Somehow turn the opaque lambdas

next_cont = 
  lambda next_result:
    current_cont( current_value * next_result )

into transparent data

next_cont = Compose( current_cont, Mult(current_value))

then use the fact that functional composition is associative,

 Compose( Compose( cont, Mult( a )), Mult( b ))
==
 Compose( cont, Compose( Mult( a ), Mult( b )))

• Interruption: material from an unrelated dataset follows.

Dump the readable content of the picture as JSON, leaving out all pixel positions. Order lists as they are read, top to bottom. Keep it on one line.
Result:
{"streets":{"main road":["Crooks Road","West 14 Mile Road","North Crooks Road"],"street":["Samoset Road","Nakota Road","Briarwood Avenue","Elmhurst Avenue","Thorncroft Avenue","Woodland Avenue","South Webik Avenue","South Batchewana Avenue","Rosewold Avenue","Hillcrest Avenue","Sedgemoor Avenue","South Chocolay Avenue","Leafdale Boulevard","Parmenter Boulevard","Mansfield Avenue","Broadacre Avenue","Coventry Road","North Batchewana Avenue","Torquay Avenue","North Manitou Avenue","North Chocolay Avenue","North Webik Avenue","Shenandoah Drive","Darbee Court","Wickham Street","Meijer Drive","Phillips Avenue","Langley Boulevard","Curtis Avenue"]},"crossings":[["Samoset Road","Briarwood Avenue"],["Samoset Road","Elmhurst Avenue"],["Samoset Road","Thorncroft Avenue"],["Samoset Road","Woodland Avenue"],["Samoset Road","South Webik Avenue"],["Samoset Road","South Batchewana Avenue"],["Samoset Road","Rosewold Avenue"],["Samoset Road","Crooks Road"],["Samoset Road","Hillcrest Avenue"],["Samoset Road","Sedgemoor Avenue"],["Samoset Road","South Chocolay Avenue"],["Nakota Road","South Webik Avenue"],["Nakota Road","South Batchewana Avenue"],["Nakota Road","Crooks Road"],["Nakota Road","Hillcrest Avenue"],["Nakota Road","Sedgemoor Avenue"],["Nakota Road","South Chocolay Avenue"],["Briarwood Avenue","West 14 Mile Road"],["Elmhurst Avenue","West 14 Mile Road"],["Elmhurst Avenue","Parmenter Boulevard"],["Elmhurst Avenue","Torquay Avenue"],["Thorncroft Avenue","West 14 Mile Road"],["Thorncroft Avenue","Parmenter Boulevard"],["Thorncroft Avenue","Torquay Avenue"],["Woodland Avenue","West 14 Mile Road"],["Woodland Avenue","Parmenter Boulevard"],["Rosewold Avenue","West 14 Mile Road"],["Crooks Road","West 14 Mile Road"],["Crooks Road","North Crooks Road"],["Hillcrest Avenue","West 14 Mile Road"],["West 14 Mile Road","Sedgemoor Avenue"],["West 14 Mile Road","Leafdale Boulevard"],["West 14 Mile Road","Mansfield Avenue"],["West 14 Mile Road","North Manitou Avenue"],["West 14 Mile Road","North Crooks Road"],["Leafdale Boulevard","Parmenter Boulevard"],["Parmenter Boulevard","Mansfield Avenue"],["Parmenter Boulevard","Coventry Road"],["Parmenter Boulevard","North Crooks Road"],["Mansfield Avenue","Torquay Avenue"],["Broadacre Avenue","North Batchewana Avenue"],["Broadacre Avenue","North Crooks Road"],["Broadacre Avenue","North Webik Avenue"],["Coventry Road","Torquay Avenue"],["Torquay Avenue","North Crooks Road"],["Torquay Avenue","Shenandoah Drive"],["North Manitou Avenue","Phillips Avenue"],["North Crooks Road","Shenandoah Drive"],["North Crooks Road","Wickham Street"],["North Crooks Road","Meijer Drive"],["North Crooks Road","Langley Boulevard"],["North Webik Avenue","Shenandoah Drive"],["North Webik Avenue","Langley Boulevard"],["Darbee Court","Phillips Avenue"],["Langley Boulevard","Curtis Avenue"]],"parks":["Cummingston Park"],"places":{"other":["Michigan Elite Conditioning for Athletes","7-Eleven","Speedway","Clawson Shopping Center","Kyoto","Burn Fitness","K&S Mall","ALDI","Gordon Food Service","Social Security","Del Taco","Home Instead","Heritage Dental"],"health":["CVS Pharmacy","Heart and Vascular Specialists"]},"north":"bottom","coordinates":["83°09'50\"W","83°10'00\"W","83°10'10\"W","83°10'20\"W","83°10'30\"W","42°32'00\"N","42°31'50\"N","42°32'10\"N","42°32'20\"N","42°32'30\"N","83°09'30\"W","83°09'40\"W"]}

Moreover, the multiplication itself is associative, meaning that a*(b*(...)) == (a*b)*(...) and so the two Mults may be joined into one:

==
 Compose( cont, Mult( a*b ))

We end up with Compose( init_cont, Mult( (...(a*b)*...)*n )) which we then process, nay interpret, with

 apply( Compose( init_cont, Mult( (...(a*b)*...)*n )), 1 )
=
 init_cont( apply( Mult( (...(a*b)*...)*n ), 1)) 
=
 init_cont( ((...(a*b)*...)*n)*1 )
=
  a*b*...*n

with the multiplications being calculated gradually, pairwise, at each joining of the two Mult computation descriptions into one.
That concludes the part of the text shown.